Zune fans (all 12 of you), I have some bad news. There will be no new Zune announcement in June, apparently that was just a mix up on Microsoft’s part linking to the wrong Twitter account. More importantly, it also means there will be no ZunePhone announcement of any kind. But there are still potentially some new details on that front today thanks to ZDNet’s Mary-Jo Foley.
Foley claims that a “trustworthy source” has given her the hardware specs for Windows Mobile 7 Chassis 1, believed the project Microsoft is calling “Pink.” While it may not be exactly a “ZunePhone” per se, Pink is thought to be a project to build a more iPhone-like mobile device that uses the Zune software mixed with Windows Mobile — though it would likely be built by a third party. Like Google with Android, it’s thought that Microsoft would create an outline of specs it would like to see from hardware vendors, and that’s what this list Foley has is. And it’s very interesting for a few reasons. None bigger than the word, “multi-touch.”
The specs include an ARM processor, at least 256MB of RAM, at least a 800×480 3.5″ display, a 3 megapixel camera, Bluetooth, WiFi and Micro USB and 3.5mm audio jacks. All of those sound great — the screen in particular sounds nice. But the real key is this line in the core requirements: “Touch: Multi-touch required.”
So that’s not just multi-touch as an option, that’s multi-touch being a central point of the project. Up until now, Apple’s iPhone has been the only mobile device with multi-touch support. But very shortly Palm is set to launch it in the Pre. For those who haven’t been paying attention, this has caused a lot of drama on the web as Apple’s COO Tim Cook made comments many viewed as hostile towards Palm when discussing the fact that Apple would protect its IP — it has several patents on multi-touch for mobile devices.
But Apple doesn’t own all multi-touch patents, and Microsoft of course, already has a multi-touch piece of hardware with its Surface computer.
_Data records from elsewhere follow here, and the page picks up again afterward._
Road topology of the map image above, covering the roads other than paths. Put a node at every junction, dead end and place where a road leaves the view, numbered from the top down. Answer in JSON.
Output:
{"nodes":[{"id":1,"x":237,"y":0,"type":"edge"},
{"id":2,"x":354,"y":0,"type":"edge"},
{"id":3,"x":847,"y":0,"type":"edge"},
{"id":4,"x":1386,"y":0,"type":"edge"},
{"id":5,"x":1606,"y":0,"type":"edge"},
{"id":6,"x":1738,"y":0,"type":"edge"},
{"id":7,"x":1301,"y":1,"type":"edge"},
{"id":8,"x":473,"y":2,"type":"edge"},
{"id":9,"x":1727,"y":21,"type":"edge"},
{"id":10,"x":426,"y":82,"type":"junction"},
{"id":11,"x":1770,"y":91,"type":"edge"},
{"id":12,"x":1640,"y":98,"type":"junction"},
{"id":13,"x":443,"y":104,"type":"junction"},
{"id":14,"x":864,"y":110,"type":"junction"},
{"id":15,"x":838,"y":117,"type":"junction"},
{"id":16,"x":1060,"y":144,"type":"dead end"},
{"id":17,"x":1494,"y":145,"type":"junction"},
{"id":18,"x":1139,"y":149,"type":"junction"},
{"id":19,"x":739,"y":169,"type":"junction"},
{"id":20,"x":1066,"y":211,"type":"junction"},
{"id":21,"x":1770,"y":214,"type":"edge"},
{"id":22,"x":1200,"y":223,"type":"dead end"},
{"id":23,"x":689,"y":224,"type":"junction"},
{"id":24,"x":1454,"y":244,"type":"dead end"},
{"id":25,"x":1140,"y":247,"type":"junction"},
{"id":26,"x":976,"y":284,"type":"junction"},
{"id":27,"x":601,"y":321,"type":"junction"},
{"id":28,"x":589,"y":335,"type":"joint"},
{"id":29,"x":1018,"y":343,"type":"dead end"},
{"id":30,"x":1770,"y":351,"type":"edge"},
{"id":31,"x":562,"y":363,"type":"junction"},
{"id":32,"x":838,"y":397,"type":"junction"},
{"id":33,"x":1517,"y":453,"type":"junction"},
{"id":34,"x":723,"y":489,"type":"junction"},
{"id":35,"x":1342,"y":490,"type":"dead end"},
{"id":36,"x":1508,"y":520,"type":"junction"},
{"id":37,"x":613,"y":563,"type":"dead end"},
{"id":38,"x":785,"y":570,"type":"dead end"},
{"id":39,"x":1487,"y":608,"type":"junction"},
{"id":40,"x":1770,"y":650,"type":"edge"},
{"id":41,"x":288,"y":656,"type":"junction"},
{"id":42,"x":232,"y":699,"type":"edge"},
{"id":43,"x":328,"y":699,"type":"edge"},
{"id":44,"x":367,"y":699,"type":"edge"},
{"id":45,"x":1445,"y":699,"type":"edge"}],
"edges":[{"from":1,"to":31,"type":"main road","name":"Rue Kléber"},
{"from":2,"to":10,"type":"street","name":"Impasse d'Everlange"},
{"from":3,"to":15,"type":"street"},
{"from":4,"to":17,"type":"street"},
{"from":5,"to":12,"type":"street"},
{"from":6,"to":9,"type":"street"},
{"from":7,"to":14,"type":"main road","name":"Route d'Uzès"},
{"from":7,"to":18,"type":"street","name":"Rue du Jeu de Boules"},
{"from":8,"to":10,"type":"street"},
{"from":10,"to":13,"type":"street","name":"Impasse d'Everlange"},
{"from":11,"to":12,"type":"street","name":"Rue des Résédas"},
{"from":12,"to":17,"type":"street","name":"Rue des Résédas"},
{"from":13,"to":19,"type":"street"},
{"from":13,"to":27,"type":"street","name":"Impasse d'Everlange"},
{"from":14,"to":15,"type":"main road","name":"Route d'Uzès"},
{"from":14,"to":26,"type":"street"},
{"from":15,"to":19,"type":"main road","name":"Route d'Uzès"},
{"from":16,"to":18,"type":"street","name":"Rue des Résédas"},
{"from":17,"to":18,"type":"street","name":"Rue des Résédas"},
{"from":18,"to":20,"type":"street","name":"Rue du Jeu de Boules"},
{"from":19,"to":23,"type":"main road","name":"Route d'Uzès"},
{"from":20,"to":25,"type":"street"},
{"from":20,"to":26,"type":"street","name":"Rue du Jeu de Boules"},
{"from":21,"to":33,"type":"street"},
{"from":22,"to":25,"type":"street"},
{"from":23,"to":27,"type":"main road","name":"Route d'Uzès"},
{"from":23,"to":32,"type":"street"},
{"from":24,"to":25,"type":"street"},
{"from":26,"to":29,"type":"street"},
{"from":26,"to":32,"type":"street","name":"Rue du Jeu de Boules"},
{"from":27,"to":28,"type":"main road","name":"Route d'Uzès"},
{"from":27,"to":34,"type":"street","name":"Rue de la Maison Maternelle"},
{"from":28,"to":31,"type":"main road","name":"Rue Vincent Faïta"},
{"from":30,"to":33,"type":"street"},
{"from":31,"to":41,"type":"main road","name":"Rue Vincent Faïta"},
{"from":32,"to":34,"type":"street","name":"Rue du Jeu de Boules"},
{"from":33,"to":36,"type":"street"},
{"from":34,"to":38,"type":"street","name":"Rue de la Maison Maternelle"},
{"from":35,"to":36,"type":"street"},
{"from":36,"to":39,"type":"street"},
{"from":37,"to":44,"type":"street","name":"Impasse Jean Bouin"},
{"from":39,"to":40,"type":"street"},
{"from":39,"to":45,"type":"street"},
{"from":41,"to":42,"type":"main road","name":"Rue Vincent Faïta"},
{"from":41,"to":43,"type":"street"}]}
Multi-touch support is also baked into Windows 7, and would appear to be a key part of Microsoft’s strategy going forward. But how that will play out in the mobile realm remains to be seen. Aside from the thinly veiled threats towards Palm, Apple supposedly talked with Google about not including multi-touch support in Android, before the first of those phones launched last year.
Palm coming into the multi-touch world is one thing, but Microsoft entering the realm in the mobile world is something else entirely. I can’t wait for the next Apple earnings call to hear Cook address this one! That is of course, if these specs are legit.